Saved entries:
▬▬▬▬▬▬▬▬▬▬

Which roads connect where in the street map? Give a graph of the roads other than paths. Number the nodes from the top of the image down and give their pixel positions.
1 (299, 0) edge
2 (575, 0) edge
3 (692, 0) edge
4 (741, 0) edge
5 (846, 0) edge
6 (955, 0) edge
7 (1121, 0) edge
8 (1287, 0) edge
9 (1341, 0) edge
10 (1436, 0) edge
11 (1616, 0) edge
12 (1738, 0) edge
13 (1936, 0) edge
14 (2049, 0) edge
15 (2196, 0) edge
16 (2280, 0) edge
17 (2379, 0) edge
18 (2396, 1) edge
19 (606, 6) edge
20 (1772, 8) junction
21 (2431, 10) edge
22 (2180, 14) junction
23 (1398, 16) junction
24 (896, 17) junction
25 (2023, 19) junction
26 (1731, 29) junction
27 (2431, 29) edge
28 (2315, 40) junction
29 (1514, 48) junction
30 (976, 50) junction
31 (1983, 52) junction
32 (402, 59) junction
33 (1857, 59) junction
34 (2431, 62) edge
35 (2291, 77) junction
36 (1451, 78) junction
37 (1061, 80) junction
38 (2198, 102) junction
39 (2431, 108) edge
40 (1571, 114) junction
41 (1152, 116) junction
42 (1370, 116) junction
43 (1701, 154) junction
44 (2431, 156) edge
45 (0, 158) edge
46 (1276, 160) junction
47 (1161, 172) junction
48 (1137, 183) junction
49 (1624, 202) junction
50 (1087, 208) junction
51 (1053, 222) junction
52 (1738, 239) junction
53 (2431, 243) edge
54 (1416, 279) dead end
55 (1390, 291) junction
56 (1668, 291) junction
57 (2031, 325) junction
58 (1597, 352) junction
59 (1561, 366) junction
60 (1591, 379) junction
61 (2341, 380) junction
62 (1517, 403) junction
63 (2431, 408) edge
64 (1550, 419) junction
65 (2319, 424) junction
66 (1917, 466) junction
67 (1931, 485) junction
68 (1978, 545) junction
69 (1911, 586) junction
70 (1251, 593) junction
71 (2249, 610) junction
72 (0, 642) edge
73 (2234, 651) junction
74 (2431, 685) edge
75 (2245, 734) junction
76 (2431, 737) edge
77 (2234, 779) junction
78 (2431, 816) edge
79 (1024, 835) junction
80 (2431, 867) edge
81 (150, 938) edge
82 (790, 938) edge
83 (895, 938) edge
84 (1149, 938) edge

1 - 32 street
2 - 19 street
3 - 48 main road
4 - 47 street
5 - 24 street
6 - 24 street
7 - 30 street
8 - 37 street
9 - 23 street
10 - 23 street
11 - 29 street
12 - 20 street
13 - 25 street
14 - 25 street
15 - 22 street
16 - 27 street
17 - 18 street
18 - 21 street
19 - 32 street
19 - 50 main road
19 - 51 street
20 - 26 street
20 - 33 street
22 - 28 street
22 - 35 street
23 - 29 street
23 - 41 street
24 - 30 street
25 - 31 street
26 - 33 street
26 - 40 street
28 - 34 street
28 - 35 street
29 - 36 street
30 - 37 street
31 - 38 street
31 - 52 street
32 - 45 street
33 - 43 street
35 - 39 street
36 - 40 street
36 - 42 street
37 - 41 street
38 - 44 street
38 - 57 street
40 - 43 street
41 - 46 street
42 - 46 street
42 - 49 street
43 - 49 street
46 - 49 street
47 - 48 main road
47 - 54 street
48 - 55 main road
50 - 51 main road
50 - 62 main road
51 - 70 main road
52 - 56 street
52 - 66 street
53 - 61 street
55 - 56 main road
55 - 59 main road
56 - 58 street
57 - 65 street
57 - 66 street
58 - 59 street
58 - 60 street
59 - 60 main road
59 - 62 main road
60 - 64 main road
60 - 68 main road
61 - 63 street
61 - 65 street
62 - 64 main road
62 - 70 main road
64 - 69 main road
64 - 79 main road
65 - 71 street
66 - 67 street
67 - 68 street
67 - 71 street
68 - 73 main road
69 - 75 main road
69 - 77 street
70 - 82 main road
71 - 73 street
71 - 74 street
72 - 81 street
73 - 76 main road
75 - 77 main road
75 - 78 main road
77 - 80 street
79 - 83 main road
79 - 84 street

▬▬▬▬▬▬▬▬▬▬

WHAT THE TASK ASKS —
Every word of every entry must be returned as it appears.

WRITTEN ANSWER —
Which roads connect where in the street map? Give a graph of the roads other than paths. Number the nodes from the top of the image down and give their pixel positions.
1 (299, 0) edge
2 (575, 0) edge
3 (692, 0) edge
4 (741, 0) edge
5 (846, 0) edge
6 (955, 0) edge
7 (1121, 0) edge
8 (1287, 0) edge
9 (1341, 0) edge
10 (1436, 0) edge
11 (1616, 0) edge
12 (1738, 0) edge
13 (1936, 0) edge
14 (2049, 0) edge
15 (2196, 0) edge
16 (2280, 0) edge
17 (2379, 0) edge
18 (2396, 1) edge
19 (606, 6) edge
20 (1772, 8) junction
21 (2431, 10) edge
22 (2180, 14) junction
23 (1398, 16) junction
24 (896, 17) junction
25 (2023, 19) junction
26 (1731, 29) junction
27 (2431, 29) edge
28 (2315, 40) junction
29 (1514, 48) junction
30 (976, 50) junction
31 (1983, 52) junction
32 (402, 59) junction
33 (1857, 59) junction
34 (2431, 62) edge
35 (2291, 77) junction
36 (1451, 78) junction
37 (1061, 80) junction
38 (2198, 102) junction
39 (2431, 108) edge
40 (1571, 114) junction
41 (1152, 116) junction
42 (1370, 116) junction
43 (1701, 154) junction
44 (2431, 156) edge
45 (0, 158) edge
46 (1276, 160) junction
47 (1161, 172) junction
48 (1137, 183) junction
49 (1624, 202) junction
50 (1087, 208) junction
51 (1053, 222) junction
52 (1738, 239) junction
53 (2431, 243) edge
54 (1416, 279) dead end
55 (1390, 291) junction
56 (1668, 291) junction
57 (2031, 325) junction
58 (1597, 352) junction
59 (1561, 366) junction
60 (1591, 379) junction
61 (2341, 380) junction
62 (1517, 403) junction
63 (2431, 408) edge
64 (1550, 419) junction
65 (2319, 424) junction
66 (1917, 466) junction
67 (1931, 485) junction
68 (1978, 545) junction
69 (1911, 586) junction
70 (1251, 593) junction
71 (2249, 610) junction
72 (0, 642) edge
73 (2234, 651) junction
74 (2431, 685) edge
75 (2245, 734) junction
76 (2431, 737) edge
77 (2234, 779) junction
78 (2431, 816) edge
79 (1024, 835) junction
80 (2431, 867) edge
81 (150, 938) edge
82 (790, 938) edge
83 (895, 938) edge
84 (1149, 938) edge

1 - 32 street
2 - 19 street
3 - 48 main road
4 - 47 street
5 - 24 street
6 - 24 street
7 - 30 street
8 - 37 street
9 - 23 street
10 - 23 street
11 - 29 street
12 - 20 street
13 - 25 street
14 - 25 street
15 - 22 street
16 - 27 street
17 - 18 street
18 - 21 street
19 - 32 street
19 - 50 main road
19 - 51 street
20 - 26 street
20 - 33 street
22 - 28 street
22 - 35 street
23 - 29 street
23 - 41 street
24 - 30 street
25 - 31 street
26 - 33 street
26 - 40 street
28 - 34 street
28 - 35 street
29 - 36 street
30 - 37 street
31 - 38 street
31 - 52 street
32 - 45 street
33 - 43 street
35 - 39 street
36 - 40 street
36 - 42 street
37 - 41 street
38 - 44 street
38 - 57 street
40 - 43 street
41 - 46 street
42 - 46 street
42 - 49 street
43 - 49 street
46 - 49 street
47 - 48 main road
47 - 54 street
48 - 55 main road
50 - 51 main road
50 - 62 main road
51 - 70 main road
52 - 56 street
52 - 66 street
53 - 61 street
55 - 56 main road
55 - 59 main road
56 - 58 street
57 - 65 street
57 - 66 street
58 - 59 street
58 - 60 street
59 - 60 main road
59 - 62 main road
60 - 64 main road
60 - 68 main road
61 - 63 street
61 - 65 street
62 - 64 main road
62 - 70 main road
64 - 69 main road
64 - 79 main road
65 - 71 street
66 - 67 street
67 - 68 street
67 - 71 street
68 - 73 main road
69 - 75 main road
69 - 77 street
70 - 82 main road
71 - 73 street
71 - 74 street
72 - 81 street
73 - 76 main road
75 - 77 main road
75 - 78 main road
77 - 80 street
79 - 83 main road
79 - 84 street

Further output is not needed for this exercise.